Bioengineering halogenases for drug synthesis.

Cheap and efficient synthesis of drug molecules remains a challenge and often leads to a large amount of by-products. Nature has developed a large range of enzymes for Natural Product Synthesis, which adds a halogen atom to a molecule. Halogenated hydrocarbons are relatively uncommon natural products, but important products in the chemical and pharmaceutical industry. In recent years a number of halogenases and haloperoxidases have been discovered but little is known on their reactivity and scope of industrial applications. Utilizing halogenases and haloperoxidases in Industrial Biotechnology may provide a low-energy, environmentally benign and highly selective pathway for the synthesis of fine-chemicals and drugs, which is an unexplored avenue in current Biotechnology.

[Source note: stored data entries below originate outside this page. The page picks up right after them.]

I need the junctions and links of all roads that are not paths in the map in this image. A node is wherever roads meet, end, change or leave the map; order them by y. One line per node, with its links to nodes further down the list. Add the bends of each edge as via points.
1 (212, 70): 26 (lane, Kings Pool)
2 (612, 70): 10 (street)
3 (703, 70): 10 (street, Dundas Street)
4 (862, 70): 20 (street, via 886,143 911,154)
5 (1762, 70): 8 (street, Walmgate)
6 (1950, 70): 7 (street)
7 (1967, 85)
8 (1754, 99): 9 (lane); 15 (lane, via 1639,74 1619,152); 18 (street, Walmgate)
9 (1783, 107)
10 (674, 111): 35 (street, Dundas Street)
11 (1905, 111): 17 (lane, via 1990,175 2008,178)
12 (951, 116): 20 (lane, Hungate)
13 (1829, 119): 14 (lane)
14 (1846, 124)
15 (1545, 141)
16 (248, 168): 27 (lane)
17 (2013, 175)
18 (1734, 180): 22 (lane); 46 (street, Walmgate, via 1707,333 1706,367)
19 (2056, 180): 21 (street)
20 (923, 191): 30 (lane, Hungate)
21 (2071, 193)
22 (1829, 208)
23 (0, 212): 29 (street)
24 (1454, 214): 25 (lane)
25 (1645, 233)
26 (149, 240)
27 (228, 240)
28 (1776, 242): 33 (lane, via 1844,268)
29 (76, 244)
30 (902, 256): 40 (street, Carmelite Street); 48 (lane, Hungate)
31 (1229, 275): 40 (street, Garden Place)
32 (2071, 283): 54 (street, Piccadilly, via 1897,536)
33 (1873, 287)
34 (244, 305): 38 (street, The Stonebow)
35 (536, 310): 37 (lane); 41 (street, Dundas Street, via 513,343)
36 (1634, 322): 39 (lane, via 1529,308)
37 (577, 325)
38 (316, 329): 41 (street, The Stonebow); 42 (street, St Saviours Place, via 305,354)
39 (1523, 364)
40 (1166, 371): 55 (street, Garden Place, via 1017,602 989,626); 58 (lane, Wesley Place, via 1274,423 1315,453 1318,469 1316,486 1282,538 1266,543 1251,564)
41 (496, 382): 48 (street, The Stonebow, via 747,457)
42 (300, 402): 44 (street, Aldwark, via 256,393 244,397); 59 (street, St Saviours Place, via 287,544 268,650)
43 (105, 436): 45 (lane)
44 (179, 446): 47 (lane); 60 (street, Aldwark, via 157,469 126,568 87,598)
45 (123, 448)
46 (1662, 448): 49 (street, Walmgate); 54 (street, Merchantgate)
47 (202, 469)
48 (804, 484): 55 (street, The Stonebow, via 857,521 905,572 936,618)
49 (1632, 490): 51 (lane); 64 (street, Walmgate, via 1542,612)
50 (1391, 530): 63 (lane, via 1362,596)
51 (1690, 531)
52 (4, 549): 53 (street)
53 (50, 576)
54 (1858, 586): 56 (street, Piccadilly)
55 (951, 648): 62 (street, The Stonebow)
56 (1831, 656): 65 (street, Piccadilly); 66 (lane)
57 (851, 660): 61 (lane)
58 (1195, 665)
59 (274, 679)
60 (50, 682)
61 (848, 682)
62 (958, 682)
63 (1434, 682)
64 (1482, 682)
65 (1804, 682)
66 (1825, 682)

In this studentship we aim to explore the possibilities of halogenases and haloperoxidases for drug synthesis. In particular, research will be focused on the vanadium haloperoxidases using a unique multidisciplinary approach ranging from structural characterization, spectroscopy, kinetics and electrochemistry to computational modelling. The work is likely to give valuable insight into how these enzymes are able to catalyse an energetically challenging reaction at room temperature and will open pathways for successful implementation in an Industrial setting. Bioengineering of vanadium haloperoxidases may lead to the development of novel structures for the biosynthesis of halogen containing molecules as drug targets and fine-chemicals and provide a new avenue for efficient drug synthesis in an approach that links Chemical Engineering, Chemistry and Biochemistry.